What many people may not realize, however, is that when they are outdoors they are putting themselves at increased risk of contracting tetanus.

The Saturday Early Show's Dr. Mallika Marshall provided some advice to help you avoid getting the dangerous nerve disease.

Tetanus, also known as lockjaw, is caused by the toxic spores of a common bacterium. It can be found almost anywhere, including in the soil, in manure and in house dust.

You can get sick when the bacterium enters your body though a cut or a scratch, an animal bite, a surgical wound, a burn or, even by stepping on a rusty nail.

Marshall says everyone should be vaccinated for tetanus. Babies begin their tetanus series at 2 months of age and get boosters at 4 months, 6 months, 15 months and again between the ages of 4 and 6. They get another booster at age 12 or so. After that, they should be revaccinated every 10 years. Because of certain state laws, almost all children are adequately vaccinated against tetanus.

But as people grow into adulthood, they often forget the need to get vaccinated every 10 years. Adults who spend a lot time outdoors are most at risk for tetanus, because they may not been vaccinated for the disease since they were children. Elderly people are most at risk, and make up three out of four cases of tetanus in America.

In developing countries where kids are not adequately vaccinated, nearly 1 million children die annually from tetanus. In the United States, where most kids receive routine shots, tetanus is under control. There are only about 50 to 100 cases here every year.

The following are tetanus symptoms:

  • Stiff neck and/or jaw
  • Irritability
  • Jaw and neck spasms
  • Muscle contractions

    Marshall says these are some of the terrible symptoms that may develop a week or so after exposure. These symptoms can progress to difficulty in swallowing, trouble breathing and seizures.

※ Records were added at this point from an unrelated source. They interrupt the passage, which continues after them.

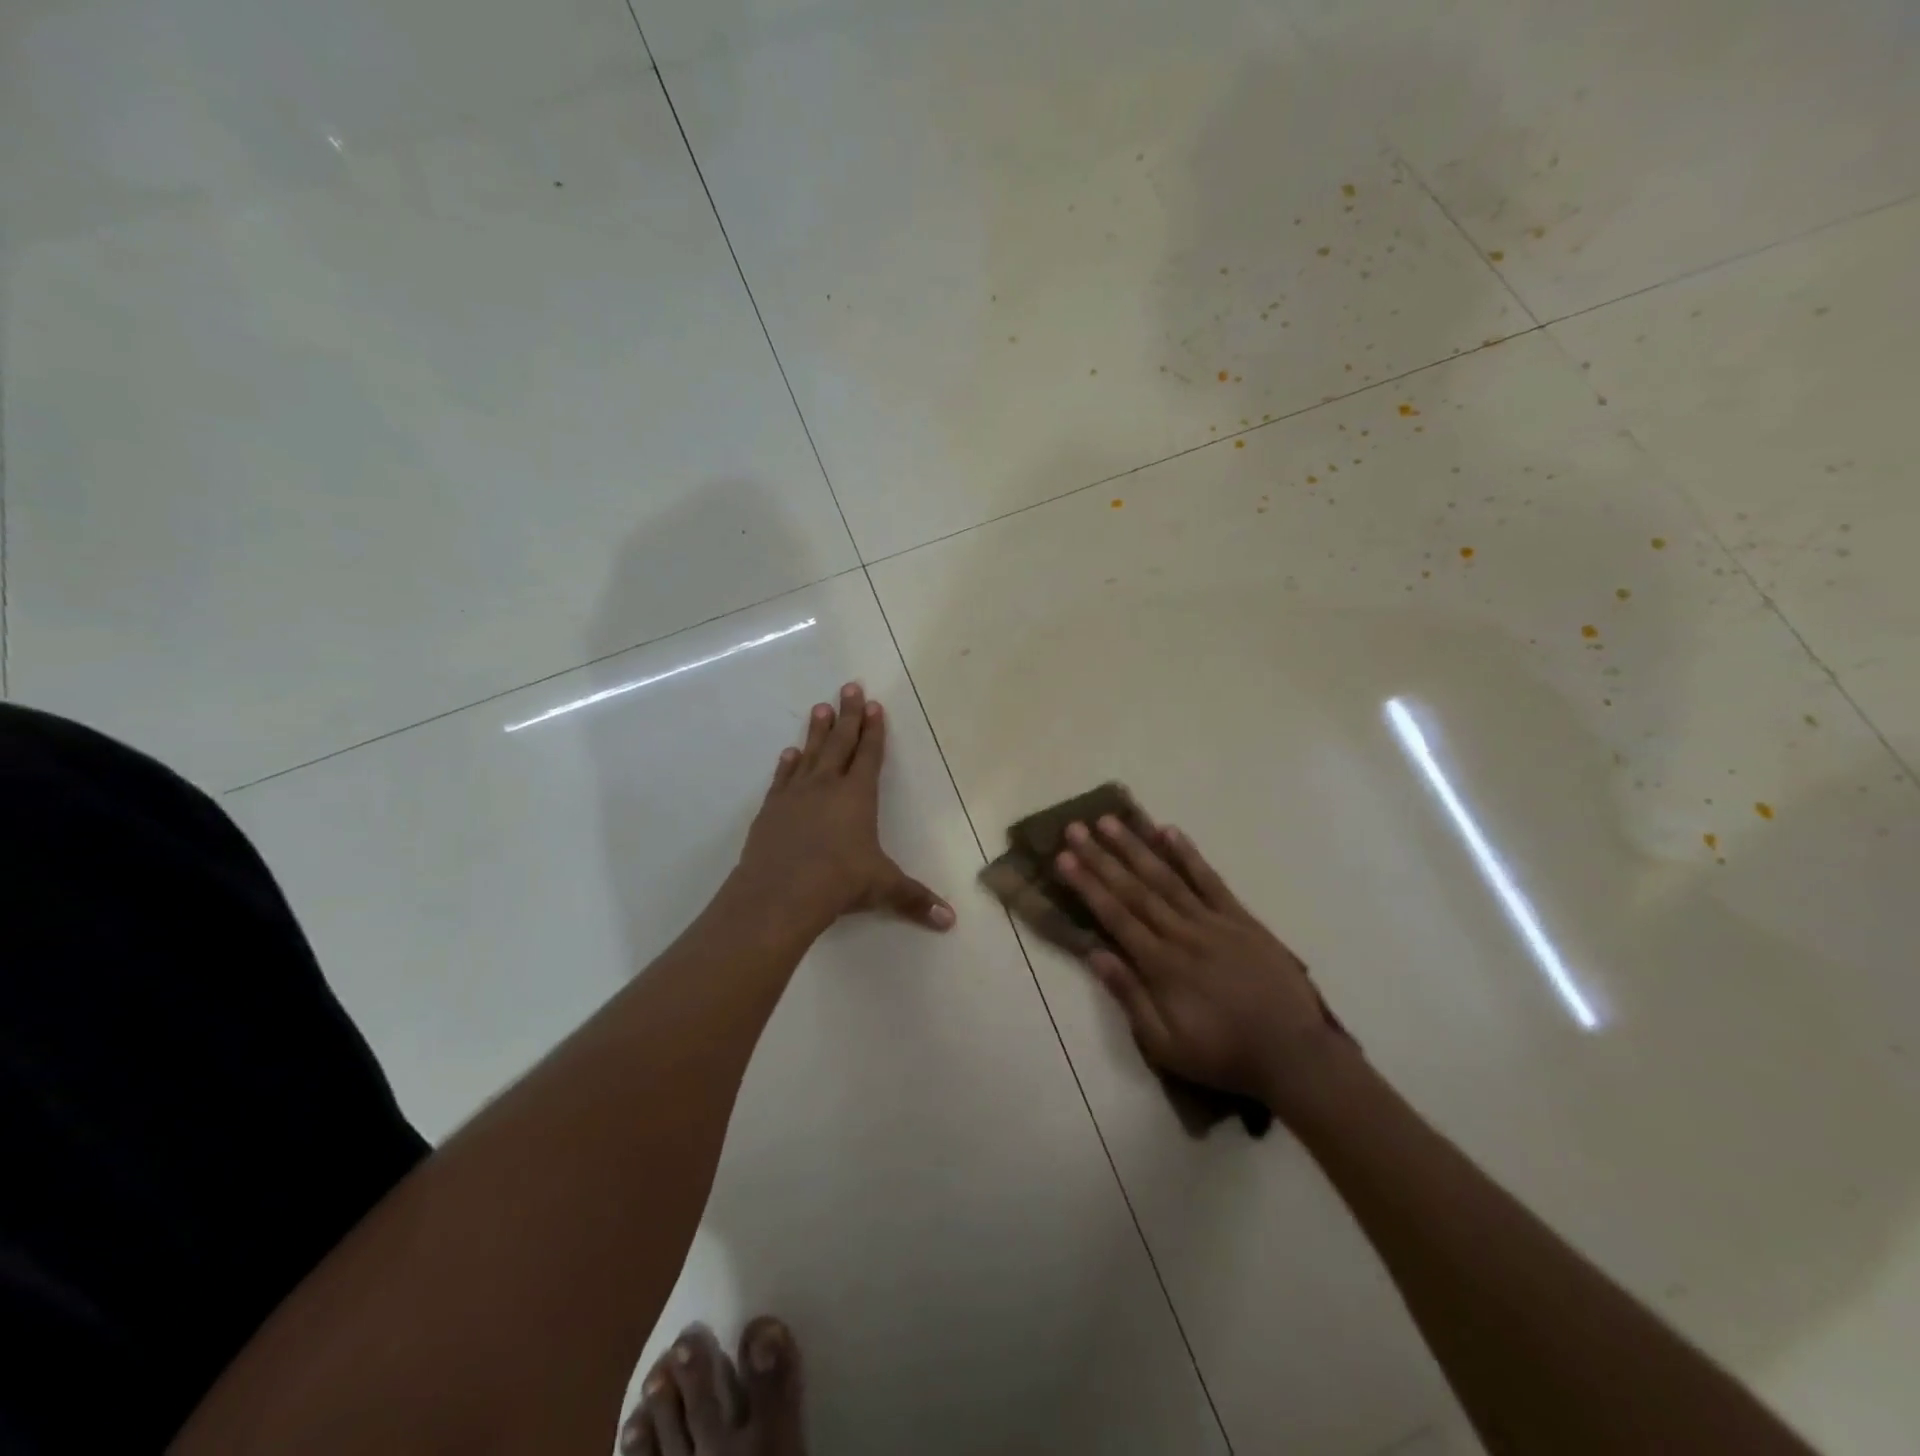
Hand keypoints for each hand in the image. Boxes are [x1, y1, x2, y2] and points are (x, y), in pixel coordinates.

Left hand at [736, 682, 953, 935]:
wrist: (780, 893)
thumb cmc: (839, 882)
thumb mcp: (883, 888)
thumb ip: (915, 899)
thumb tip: (950, 921)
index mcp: (858, 796)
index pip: (869, 755)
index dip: (874, 730)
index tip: (874, 705)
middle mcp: (827, 786)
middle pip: (840, 742)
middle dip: (848, 715)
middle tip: (849, 686)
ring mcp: (795, 795)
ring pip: (810, 753)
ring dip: (817, 730)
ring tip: (820, 707)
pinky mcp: (771, 809)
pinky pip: (782, 778)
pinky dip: (787, 764)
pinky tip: (788, 753)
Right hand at [1055, 815, 1348, 1106]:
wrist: (1293, 1053)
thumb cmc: (1223, 1054)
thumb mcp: (1166, 1045)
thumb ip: (1130, 997)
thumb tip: (1095, 954)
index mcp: (1161, 964)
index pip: (1115, 915)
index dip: (1087, 885)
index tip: (1064, 858)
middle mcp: (1182, 933)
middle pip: (1135, 888)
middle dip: (1101, 857)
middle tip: (1076, 828)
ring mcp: (1213, 921)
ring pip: (1166, 877)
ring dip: (1136, 847)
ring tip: (1110, 821)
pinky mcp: (1241, 919)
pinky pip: (1210, 880)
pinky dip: (1189, 855)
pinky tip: (1170, 832)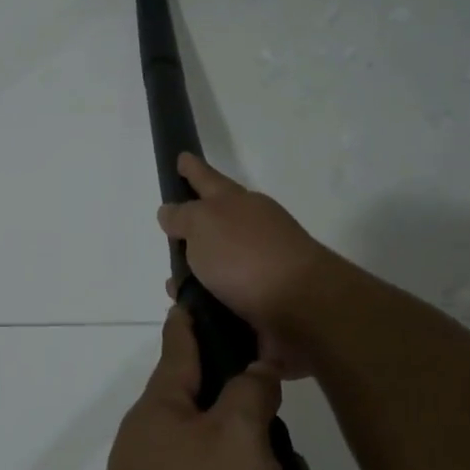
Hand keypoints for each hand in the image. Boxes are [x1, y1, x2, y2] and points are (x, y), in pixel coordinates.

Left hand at [78, 307, 285, 469]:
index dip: (196, 315)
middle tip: (295, 452)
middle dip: (263, 430)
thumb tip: (254, 369)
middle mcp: (160, 446)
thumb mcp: (237, 440)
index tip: (209, 292)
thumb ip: (250, 396)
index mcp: (163, 409)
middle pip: (218, 414)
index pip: (181, 342)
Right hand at [157, 154, 336, 377]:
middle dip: (192, 229)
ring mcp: (259, 266)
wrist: (301, 307)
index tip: (182, 157)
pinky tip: (190, 312)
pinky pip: (223, 297)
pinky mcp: (262, 302)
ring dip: (195, 275)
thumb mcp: (203, 225)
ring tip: (173, 287)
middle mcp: (251, 230)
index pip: (208, 180)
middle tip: (169, 234)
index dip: (192, 170)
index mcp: (238, 204)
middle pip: (216, 223)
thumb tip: (170, 211)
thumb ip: (183, 217)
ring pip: (218, 265)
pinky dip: (206, 302)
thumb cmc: (246, 256)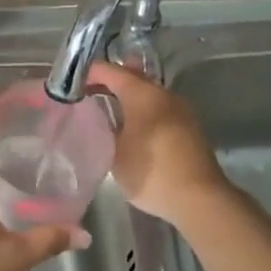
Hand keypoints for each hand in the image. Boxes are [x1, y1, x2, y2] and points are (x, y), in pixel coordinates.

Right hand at [86, 63, 230, 227]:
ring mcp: (181, 109)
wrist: (200, 199)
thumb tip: (99, 117)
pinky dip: (142, 110)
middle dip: (110, 81)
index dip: (90, 73)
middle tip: (87, 91)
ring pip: (149, 93)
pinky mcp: (189, 127)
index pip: (111, 71)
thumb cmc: (152, 172)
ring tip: (107, 108)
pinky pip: (159, 108)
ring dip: (128, 97)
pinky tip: (132, 126)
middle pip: (133, 77)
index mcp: (143, 94)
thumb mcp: (115, 153)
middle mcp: (164, 94)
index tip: (71, 84)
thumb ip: (104, 129)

About 30 percent of patients with tetanus die. Those who survive may continue to have muscle spasms for weeks.

    Because the bacterium is so pervasive, it's impossible to know whether or not you've been exposed. If you are injured, clean the wound with soap and water and get to the doctor right away. Even if you've had a tetanus shot within 10 years, have your wound checked by the doctor who may decide to give you another tetanus vaccination or even an injection of an immunoglobulin to help neutralize the toxin.

    If you do get full-blown tetanus, you will be hospitalized and given antibiotics, tetanus immune globulin, muscle relaxants and sedation, if necessary. You may need to placed on a ventilator if you're having trouble breathing on your own.